Il trauma dell’isolamento, la difficoltà a rientrare e riabituarmi a un modo di stare insieme, che non mi apparteneva più. E tu, che dovevi essere il mio faro nel buio, il mio punto di riferimento? Tu hai negato il mio smarrimento, mi hai fatto sentire sbagliato e inadeguato nel mio dolore, non era più colpa del trauma, ma era colpa mia che non sapevo fingere che non fosse successo niente, che non riuscivo ad andare avanti, non abbastanza concentrato, non abbastanza performante per te! E allora nella tua brutale indifferenza hai semplicemente deciso di lasciarmi indietro! Inutile perdere tempo con me, sono rotto non funziono più, non almeno come vuoi tu!
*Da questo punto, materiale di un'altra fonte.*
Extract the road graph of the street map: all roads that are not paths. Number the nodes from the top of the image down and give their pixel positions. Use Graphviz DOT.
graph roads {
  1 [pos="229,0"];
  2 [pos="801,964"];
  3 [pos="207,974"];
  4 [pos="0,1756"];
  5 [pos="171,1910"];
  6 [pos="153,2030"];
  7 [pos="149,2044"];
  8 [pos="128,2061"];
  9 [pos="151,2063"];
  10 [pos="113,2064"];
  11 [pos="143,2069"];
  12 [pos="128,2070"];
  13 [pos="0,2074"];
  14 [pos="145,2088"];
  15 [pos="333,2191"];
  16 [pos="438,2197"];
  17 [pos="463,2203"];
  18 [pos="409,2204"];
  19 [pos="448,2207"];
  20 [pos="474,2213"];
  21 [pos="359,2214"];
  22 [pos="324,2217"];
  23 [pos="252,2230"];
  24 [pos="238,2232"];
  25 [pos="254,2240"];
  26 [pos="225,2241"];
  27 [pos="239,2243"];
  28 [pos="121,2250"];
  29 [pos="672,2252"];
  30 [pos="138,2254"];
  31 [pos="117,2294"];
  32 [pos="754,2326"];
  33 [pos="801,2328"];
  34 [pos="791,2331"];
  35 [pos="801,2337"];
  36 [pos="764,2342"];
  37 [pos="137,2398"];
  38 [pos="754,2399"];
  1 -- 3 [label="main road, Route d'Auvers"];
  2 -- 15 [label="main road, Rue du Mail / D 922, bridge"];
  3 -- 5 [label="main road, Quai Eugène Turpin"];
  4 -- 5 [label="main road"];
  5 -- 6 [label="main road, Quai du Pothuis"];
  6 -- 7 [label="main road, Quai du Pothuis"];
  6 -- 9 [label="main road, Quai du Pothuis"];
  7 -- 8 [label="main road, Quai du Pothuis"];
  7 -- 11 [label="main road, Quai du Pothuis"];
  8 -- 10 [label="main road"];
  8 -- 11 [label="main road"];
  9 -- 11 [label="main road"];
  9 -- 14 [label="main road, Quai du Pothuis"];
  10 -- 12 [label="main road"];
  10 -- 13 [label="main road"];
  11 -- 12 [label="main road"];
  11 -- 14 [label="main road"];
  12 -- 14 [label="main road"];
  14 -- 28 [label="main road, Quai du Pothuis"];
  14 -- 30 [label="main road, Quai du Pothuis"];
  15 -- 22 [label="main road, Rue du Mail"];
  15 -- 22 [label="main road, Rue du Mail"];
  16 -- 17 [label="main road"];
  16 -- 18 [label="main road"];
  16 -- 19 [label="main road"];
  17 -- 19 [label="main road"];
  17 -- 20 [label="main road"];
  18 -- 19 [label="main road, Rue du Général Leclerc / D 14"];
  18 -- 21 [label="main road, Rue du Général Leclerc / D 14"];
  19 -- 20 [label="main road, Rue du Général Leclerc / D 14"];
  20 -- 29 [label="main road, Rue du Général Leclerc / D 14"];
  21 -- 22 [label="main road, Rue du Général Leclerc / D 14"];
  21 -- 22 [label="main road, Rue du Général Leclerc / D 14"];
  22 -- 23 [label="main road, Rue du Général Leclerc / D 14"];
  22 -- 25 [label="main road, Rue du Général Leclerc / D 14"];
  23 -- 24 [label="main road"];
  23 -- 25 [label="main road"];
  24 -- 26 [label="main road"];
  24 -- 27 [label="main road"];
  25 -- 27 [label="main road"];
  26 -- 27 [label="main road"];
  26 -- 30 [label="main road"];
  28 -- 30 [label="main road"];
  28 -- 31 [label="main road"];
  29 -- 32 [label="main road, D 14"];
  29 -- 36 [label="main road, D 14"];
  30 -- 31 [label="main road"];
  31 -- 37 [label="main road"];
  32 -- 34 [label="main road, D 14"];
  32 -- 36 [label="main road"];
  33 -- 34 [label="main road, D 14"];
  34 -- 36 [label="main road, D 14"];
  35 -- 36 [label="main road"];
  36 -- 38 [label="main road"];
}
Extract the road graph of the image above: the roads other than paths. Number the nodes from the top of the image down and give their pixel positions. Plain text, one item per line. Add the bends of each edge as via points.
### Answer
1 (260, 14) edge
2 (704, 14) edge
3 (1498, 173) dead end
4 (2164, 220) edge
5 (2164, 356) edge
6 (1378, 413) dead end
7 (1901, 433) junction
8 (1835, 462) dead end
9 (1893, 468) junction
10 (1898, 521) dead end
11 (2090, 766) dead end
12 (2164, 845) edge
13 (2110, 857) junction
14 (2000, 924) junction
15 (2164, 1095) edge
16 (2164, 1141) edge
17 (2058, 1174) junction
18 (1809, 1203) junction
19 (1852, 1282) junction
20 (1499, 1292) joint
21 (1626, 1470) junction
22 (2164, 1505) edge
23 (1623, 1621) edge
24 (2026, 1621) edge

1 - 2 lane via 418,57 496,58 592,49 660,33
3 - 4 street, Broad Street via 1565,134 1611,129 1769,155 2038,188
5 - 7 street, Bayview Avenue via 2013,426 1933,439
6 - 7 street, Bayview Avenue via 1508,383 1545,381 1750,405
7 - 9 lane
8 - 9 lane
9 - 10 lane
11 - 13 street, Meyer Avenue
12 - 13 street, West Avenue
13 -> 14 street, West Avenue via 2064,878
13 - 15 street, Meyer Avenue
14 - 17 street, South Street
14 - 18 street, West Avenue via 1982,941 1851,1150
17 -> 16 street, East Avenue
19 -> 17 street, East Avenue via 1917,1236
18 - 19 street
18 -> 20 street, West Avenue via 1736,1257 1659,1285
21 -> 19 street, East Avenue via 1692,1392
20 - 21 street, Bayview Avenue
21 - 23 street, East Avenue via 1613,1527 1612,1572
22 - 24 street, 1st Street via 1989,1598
Cosa ne puoi sapere tu, del macigno che mi è piombato sul cuore quando alla fine del trimestre i miei suggerimenti di recupero scritti nero su bianco sono: ‘studio individuale’… Studio individuale??? Ma che speranza ho di farcela da solo, se non ci sono riuscito nemmeno con il professore? E quando provi a chiedere perché non ci sia un corso di recupero la risposta ti ferisce come una coltellata al cuore: ‘Non ci sono i numeri per organizzare un corso di recupero’.
Numeri? Noi non siamo numeri!!! Io non sono un numero! Perché alla fine secondo me il problema si riduce semplicemente a questo, tu hai dimenticato il tuo ruolo, che non è quello di selezionare esseri umani, ma quello di formarli.
È facile pensare che sia solo colpa mia, vero? Ma una coscienza ce l’hai? Io mi prendo le mie responsabilità, perdo un altro anno perché non mi sono impegnato abbastanza! Ma forse è arrivato il momento che anche tu ti prenda la tua, hai perso un altro studente perché hai perso di vista il tuo ruolo.
Cara scuola, sei riuscita a fare spegnere nel mio cuore il desiderio di imparare, mi hai fatto sentire sbagliato, mi hai brutalmente giudicato e non hai saputo tendermi una mano quando ti chiedevo aiuto.
Io ti accuso, lo faccio qui pubblicamente e ti prego di fare una seria riconsiderazione su quello che è il tuo ruolo, stai distruggendo un’intera generazione.
Vergogna.
Io sono l’emblema del TUO fallimento.
L’ennesima occasione persa!”.
segue firma
Un giovane docente di scuola primaria, 28 anni, scrive in risposta al ragazzo, provando a ricucire il rapporto tra lui e la scuola. Ecco il testo integrale del suo messaggio:
“Caro ragazzo,
hai scritto alla Scuola e la Scuola, ora, ti risponde. O, perlomeno, ci prova. È inutile girarci intorno: hai ragione. Potrei star qui e farti riflettere su quanto sia importante studiare, sull’importanza di crearsi un futuro, sulla necessità di trovare e coltivare delle passioni. Potrei farlo ma non lo farò, perché credo che siano tutte cose che tu ben sai e poi, in questo momento, sei troppo arrabbiato ed esasperato per comprendere fino in fondo le mie parole.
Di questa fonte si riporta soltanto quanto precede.